Data for review START
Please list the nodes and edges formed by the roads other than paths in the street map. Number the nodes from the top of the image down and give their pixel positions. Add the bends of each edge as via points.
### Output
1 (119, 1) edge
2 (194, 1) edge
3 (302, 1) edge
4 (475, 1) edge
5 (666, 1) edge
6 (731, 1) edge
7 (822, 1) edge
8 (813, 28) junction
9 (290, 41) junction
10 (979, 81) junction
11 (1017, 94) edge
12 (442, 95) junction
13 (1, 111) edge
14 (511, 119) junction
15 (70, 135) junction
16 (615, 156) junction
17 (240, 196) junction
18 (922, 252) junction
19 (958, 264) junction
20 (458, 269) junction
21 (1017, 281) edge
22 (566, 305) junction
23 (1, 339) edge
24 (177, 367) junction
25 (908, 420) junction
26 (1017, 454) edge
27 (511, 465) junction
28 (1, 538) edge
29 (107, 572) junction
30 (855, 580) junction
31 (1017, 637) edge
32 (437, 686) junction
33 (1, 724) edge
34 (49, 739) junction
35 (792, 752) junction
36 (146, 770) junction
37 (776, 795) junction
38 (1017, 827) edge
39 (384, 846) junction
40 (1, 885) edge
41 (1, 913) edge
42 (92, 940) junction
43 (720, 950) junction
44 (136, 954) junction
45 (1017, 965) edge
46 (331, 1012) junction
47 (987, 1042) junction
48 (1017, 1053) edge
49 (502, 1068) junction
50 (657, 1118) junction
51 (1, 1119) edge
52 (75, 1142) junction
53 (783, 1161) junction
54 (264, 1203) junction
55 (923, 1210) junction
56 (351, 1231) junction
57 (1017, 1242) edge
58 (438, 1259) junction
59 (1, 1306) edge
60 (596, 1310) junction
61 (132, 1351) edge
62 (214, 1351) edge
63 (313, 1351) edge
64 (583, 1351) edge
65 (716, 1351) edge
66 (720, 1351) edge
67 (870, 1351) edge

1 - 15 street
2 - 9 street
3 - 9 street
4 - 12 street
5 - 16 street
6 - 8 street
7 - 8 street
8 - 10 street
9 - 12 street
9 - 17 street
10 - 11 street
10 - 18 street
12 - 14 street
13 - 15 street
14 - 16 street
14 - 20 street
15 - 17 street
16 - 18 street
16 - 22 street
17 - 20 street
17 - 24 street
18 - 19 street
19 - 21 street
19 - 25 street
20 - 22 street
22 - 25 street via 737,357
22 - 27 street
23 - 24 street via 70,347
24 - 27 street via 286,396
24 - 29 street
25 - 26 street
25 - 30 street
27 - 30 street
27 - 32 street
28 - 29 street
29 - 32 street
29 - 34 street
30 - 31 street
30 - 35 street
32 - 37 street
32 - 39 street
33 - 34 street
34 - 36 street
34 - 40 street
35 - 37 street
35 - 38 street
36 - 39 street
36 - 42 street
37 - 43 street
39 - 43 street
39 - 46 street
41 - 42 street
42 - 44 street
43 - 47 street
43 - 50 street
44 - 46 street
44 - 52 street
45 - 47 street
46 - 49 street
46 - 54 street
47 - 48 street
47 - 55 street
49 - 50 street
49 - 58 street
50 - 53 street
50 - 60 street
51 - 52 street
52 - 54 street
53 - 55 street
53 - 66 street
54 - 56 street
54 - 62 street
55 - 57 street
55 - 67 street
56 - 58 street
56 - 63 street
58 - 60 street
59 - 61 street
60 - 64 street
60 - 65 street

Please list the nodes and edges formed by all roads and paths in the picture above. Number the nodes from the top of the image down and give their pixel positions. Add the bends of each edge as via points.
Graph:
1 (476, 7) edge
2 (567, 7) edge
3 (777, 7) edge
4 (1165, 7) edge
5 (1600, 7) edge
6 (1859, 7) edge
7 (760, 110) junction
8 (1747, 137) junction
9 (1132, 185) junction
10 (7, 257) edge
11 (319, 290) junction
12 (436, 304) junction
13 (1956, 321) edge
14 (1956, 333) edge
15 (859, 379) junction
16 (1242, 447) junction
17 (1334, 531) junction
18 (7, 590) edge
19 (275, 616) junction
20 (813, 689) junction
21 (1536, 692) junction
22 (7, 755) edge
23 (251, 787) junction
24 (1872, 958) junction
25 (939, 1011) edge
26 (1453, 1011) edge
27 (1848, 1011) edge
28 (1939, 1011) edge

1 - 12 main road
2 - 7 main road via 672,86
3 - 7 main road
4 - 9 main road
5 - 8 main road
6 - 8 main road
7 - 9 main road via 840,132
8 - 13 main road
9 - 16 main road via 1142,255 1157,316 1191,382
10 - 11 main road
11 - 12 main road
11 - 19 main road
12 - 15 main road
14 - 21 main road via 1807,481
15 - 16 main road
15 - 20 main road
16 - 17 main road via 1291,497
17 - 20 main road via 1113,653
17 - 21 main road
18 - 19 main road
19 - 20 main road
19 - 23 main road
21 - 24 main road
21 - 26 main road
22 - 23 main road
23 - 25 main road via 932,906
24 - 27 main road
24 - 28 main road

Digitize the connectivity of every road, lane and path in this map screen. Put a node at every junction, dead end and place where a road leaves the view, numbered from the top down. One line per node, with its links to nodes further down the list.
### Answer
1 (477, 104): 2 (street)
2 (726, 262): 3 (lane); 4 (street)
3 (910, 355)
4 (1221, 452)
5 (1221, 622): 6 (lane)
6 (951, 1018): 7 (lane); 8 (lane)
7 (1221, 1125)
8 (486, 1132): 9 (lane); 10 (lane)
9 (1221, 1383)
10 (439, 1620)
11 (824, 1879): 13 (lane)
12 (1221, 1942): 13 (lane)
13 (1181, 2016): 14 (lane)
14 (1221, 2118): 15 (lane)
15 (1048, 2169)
Data for review END
#### Exercise aim:
Please find all lines of the entries that hold the string "lane" and copy them.

#### Written response:
Digitize the connectivity of every road, lane and path in this map screen. Put a node at every junction, dead end and place where a road leaves the view, numbered from the top down. One line per node, with its links to nodes further down the list.
2 (726, 262): 3 (lane); 4 (street)
5 (1221, 622): 6 (lane)
6 (951, 1018): 7 (lane); 8 (lane)
8 (486, 1132): 9 (lane); 10 (lane)
11 (824, 1879): 13 (lane)
12 (1221, 1942): 13 (lane)
13 (1181, 2016): 14 (lane)
14 (1221, 2118): 15 (lane)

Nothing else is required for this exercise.